Disgrace İle İlgili Cümleler İngilizce Cümle İçinde Kullanımı
Disgrace
Disgrace kelimesinin Türkçe anlamı “utanç, leke, aşağılama” gibi olumsuz bir durum ya da hissi ifade eder.
- She felt a deep sense of disgrace when her lie was uncovered. (Yalanı ortaya çıktığında derin bir utanç hissetti.)
- The company suffered a great disgrace when the scandal broke out. (Skandal patlak verdiğinde şirket büyük bir leke yaşadı.)
- The politician’s actions brought disgrace upon his family. (Politikacının eylemleri ailesine aşağılama getirdi.)
- He was expelled from school in disgrace. (O, utancı içinde okuldan atıldı.)
- Her behavior was a disgrace to her profession. (Davranışı mesleğine aykırı bir şekildeydi.)
- He was full of disgrace for his behavior towards his colleagues. (Meslektaşlarına karşı davranışı nedeniyle utanç doluydu.)

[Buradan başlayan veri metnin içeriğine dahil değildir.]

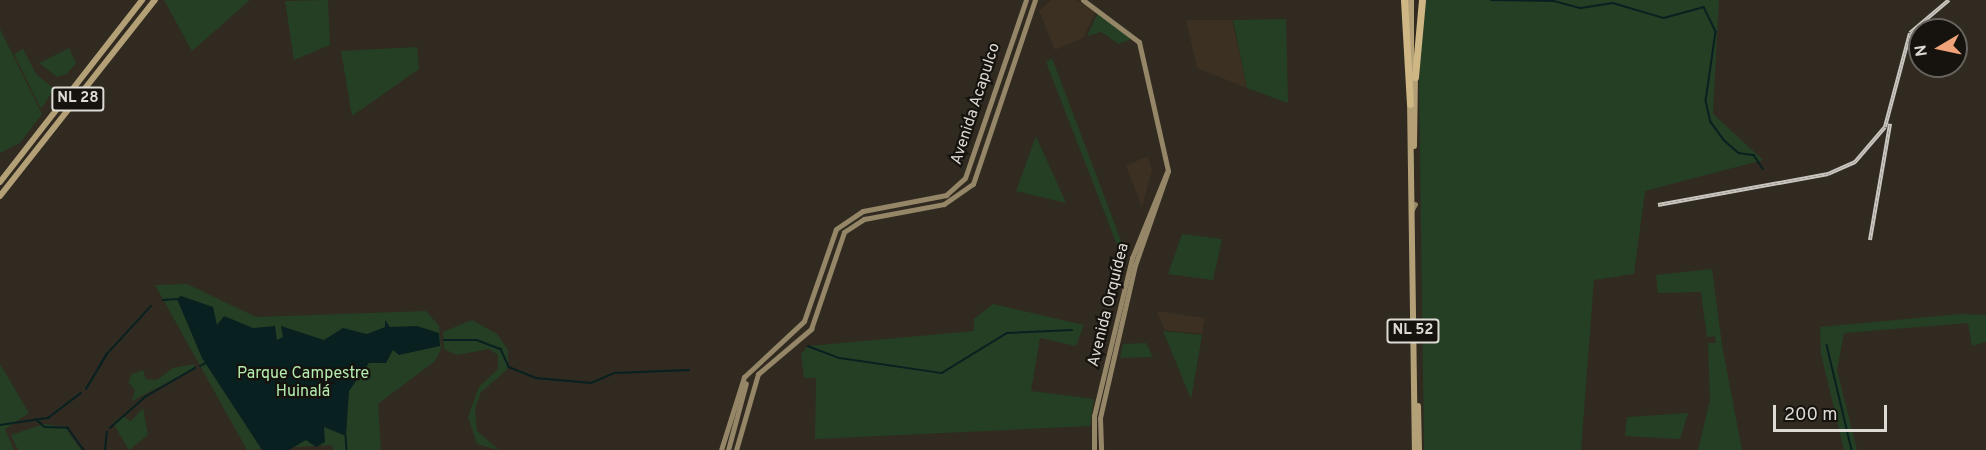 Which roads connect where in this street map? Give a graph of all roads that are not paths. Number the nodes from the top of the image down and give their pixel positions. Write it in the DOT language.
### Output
graph roads {
  1 [pos="142,0"];
  2 [pos="155,0"];
  3 [pos="1026,0"];
  4 [pos="1035,0"];
  5 [pos="1083,0"];
  6 [pos="1404,0"];
  7 [pos="1413,0"];
  8 [pos="1422,0"];
  9 [pos="133,11"];
  10 [pos="126,38"];
  11 [pos="1415,77"];
  12 [pos="65,97"];
  13 [pos="1410,104"];
  14 [pos="62,119"];
  15 [pos="1168,171"];
  16 [pos="0,182"];
  17 [pos="0,196"];
  18 [pos="1415,204"];
  19 [pos="1411,211"];
  20 [pos="1415,321"];
  21 [pos="746,383"];
  22 [pos="721,450"];
  23 [pos="728,450"];
  24 [pos="736,450"];
  25 [pos="1094,450"];
  26 [pos="1101,450"];
  27 [pos="1417,450"];
  1 -- 9 [label="main road, NL 28"];
  2 -- 10 [label="main road, NL 28"];
  3 -- 22 [label="street, Avenida Acapulco"];
  4 -- 24 [label="street, Avenida Acapulco"];
  5 -- 15 [label="street"];
  6 -- 13 [label="highway"];
  7 -- 11 [label="main road"];
  7 -- 13 [label="main road"];
  8 -- 11 [label="highway"];
  9 -- 10 [label="main road"];
  9 -- 12 [label="main road, NL 28"];
  10 -- 14 [label="main road, NL 28"];
  11 -- 18 [label="main road"];
  12 -- 14 [label="main road"];
  12 -- 16 [label="main road, NL 28"];
  13 -- 19 [label="main road, NL 52"];
  14 -- 17 [label="main road, NL 28"];
  15 -- 25 [label="street, Avenida Orquídea"];
  15 -- 26 [label="street, Avenida Orquídea"];
  18 -- 19 [label="street"];
  18 -- 20 [label="main road"];
  19 -- 20 [label="main road, NL 52"];
  20 -- 27 [label="main road, NL 52"];
  21 -- 23 [label="street"];
}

- The team’s performance was a disgrace to their fans. (Takımın performansı hayranlarına bir utançtı.)
- His drunken behavior at the party was a complete disgrace. (Partideki sarhoş davranışları tam bir utançtı.)

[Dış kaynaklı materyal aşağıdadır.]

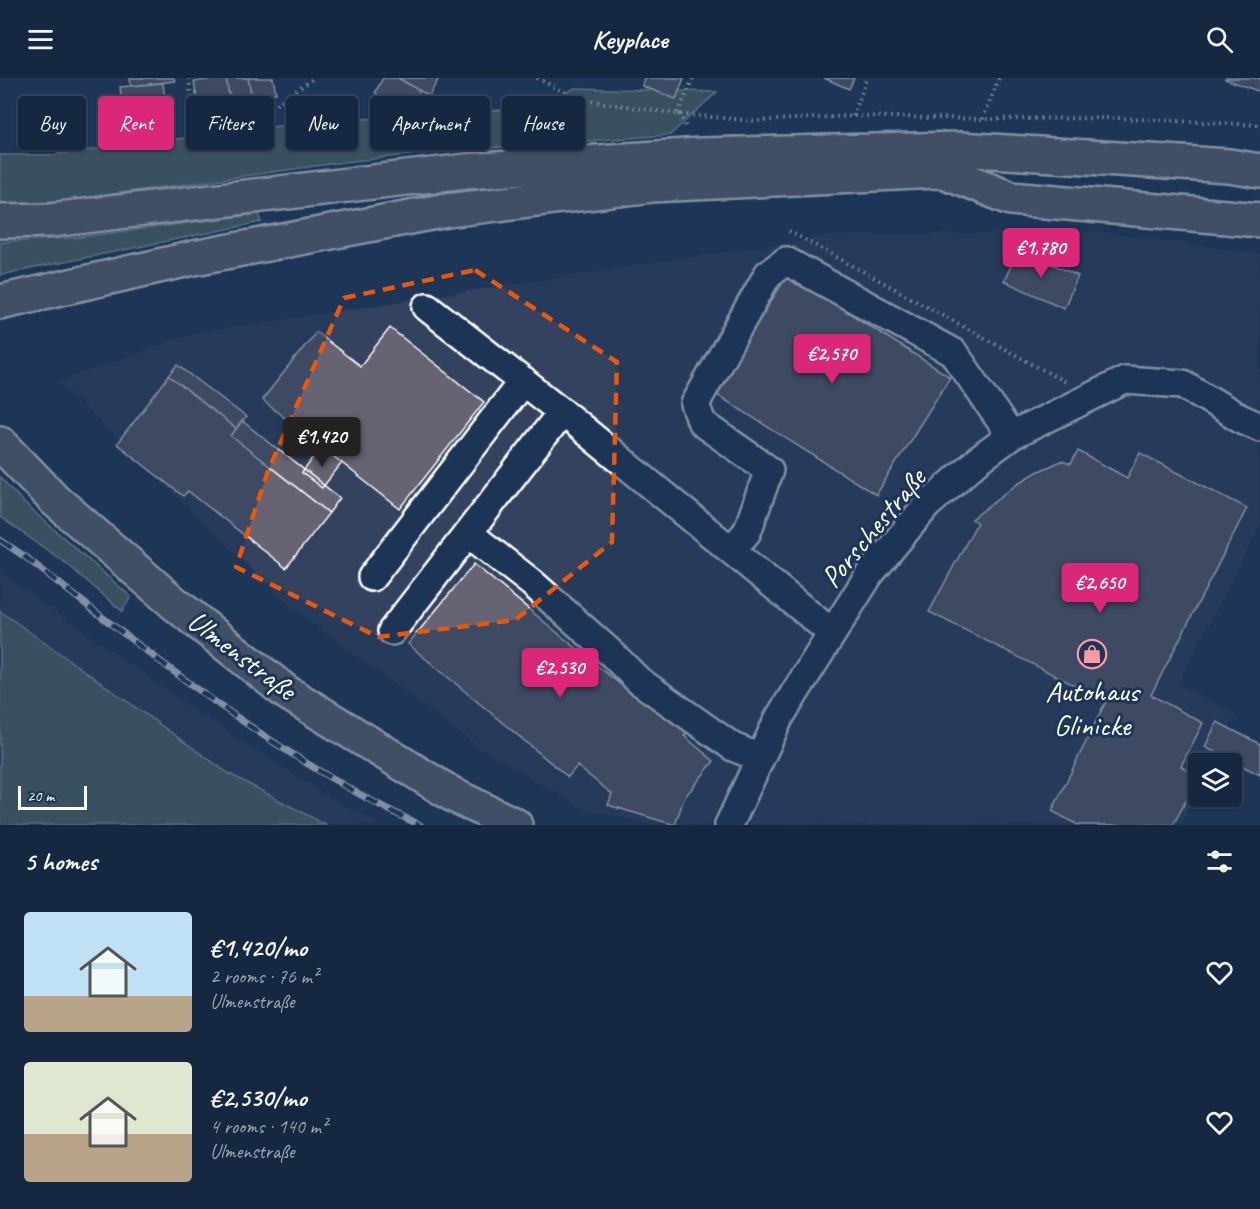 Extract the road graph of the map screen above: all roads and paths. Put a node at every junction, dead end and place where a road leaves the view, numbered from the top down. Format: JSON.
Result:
{"nodes":[{"id":1,"x":189,"y":78,"type":"edge"},
{"id":2,"x":314,"y":78,"type":"edge"},
{"id":3,"x":537,"y":78,"type":"edge"},
{"id":4,"x":693,"y":78,"type":"edge"},
{"id":5,"x":867,"y":78,"type":"edge"},
{"id":6,"x":999,"y":78,"type":"edge"},
{"id":7,"x":678,"y":114,"type":"junction"},
{"id":8,"x":854,"y":116,"type":"junction"},
{"id":9,"x":983,"y":119,"type":"junction"},
{"id":10,"x":1260,"y":125,"type":"edge"},
{"id":11,"x":1152,"y":161,"type":"junction"},
{"id":12,"x":943,"y":171,"type":"junction"},
{"id":13,"x":1260,"y":171,"type":"edge"},
{"id":14,"x":1260,"y":220,"type":"edge"},
{"id":15,"x":0,"y":221,"type":"edge"},
{"id":16,"x":789,"y":231,"type":"dead end"},
{"id":17,"x":0,"y":302,"type":"edge"},
{"id":18,"x":427,"y":307,"type":"dead end"},
{"id":19,"x":523,"y":381,"type":"junction"},
{"id":20,"x":1090,"y":396,"type":"junction"},
{"id":21,"x":562,"y":412,"type":"junction"},
{"id":22,"x":1260,"y":427,"type":"edge"},
{"id":23,"x":1011,"y":436,"type":"junction"},
{"id":24,"x":0,"y":443,"type":"edge"},
{"id":25,"x":468,"y":533,"type":"junction"},
{"id":26,"x":731,"y":550,"type":"junction"},
{"id":27,"x":372,"y":578,"type":"dead end"},
{"id":28,"x":392,"y":631,"type":"dead end"},
{"id":29,"x":832,"y":633,"type":"junction"},
{"id":30,"x":760,"y":758,"type":"junction"},
{"id":31,"x":515,"y":825,"type":"edge"},
{"id":32,"x":729,"y":825,"type":"edge"}],
"edges":[{"from":1,"to":2,"type":"path"},
{"from":3,"to":7,"type":"path"},
{"from":4,"to":7,"type":"path"},
{"from":5,"to":8,"type":"path"},
{"from":6,"to":9,"type":"path"},
{"from":7,"to":8,"type":"path"},
{"from":8,"to":9,"type":"path"},
{"from":9,"to":10,"type":"path"},
{"from":11,"to":12,"type":"main road"},
{"from":11,"to":13,"type":"main road"},
{"from":11,"to":15,"type":"main road"},
{"from":12,"to":14,"type":"main road"},
{"from":12,"to":17,"type":"main road"},
{"from":16,"to":20,"type":"path"},
{"from":18,"to":19,"type":"street"},
{"from":19,"to":21,"type":"street"},
{"from":19,"to":27,"type":"street"},
{"from":20,"to":22,"type":"street","name":"Porschestraße"},
{"from":20,"to":23,"type":"street","name":"Porschestraße"},
{"from":21,"to":25,"type":"street"},
{"from":21,"to":26,"type":"street"},
{"from":23,"to":26,"type":"street"},
{"from":23,"to":29,"type":"street","name":"Porschestraße"},
{"from":24,"to":31,"type":"main road","name":"Ulmenstraße"},
{"from":25,"to":28,"type":"street"},
{"from":25,"to":30,"type":"street"},
{"from":26,"to":29,"type":"street"},
{"from":29,"to":30,"type":"street","name":"Porschestraße"},
{"from":30,"to":32,"type":"street","name":"Porschestraße"}]}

- The company’s decision to lay off workers caused a great deal of disgrace. (Şirketin işçi çıkarma kararı büyük bir utanç yarattı.)
- The athlete’s use of performance-enhancing drugs was a disgrace to the sport. (Sporcu performans arttırıcı ilaçlar kullanması spora bir utanç getirdi.)
- She was filled with disgrace when she realized she had cheated on the exam. (Sınavda kopya çektiğini fark ettiğinde utançla doluydu.)
- The government’s handling of the crisis was a disgrace to the nation. (Hükümetin krizi yönetimi ülkeye bir utanç verdi.)
- His rude behavior towards the waiter was a disgrace to his manners. (Garsona karşı kaba davranışı, nezaketine bir leke getirdi.)
- The team’s loss in the championship was a disgrace to their coach. (Takımın şampiyonada kaybetmesi, antrenörlerine bir utanç verdi.)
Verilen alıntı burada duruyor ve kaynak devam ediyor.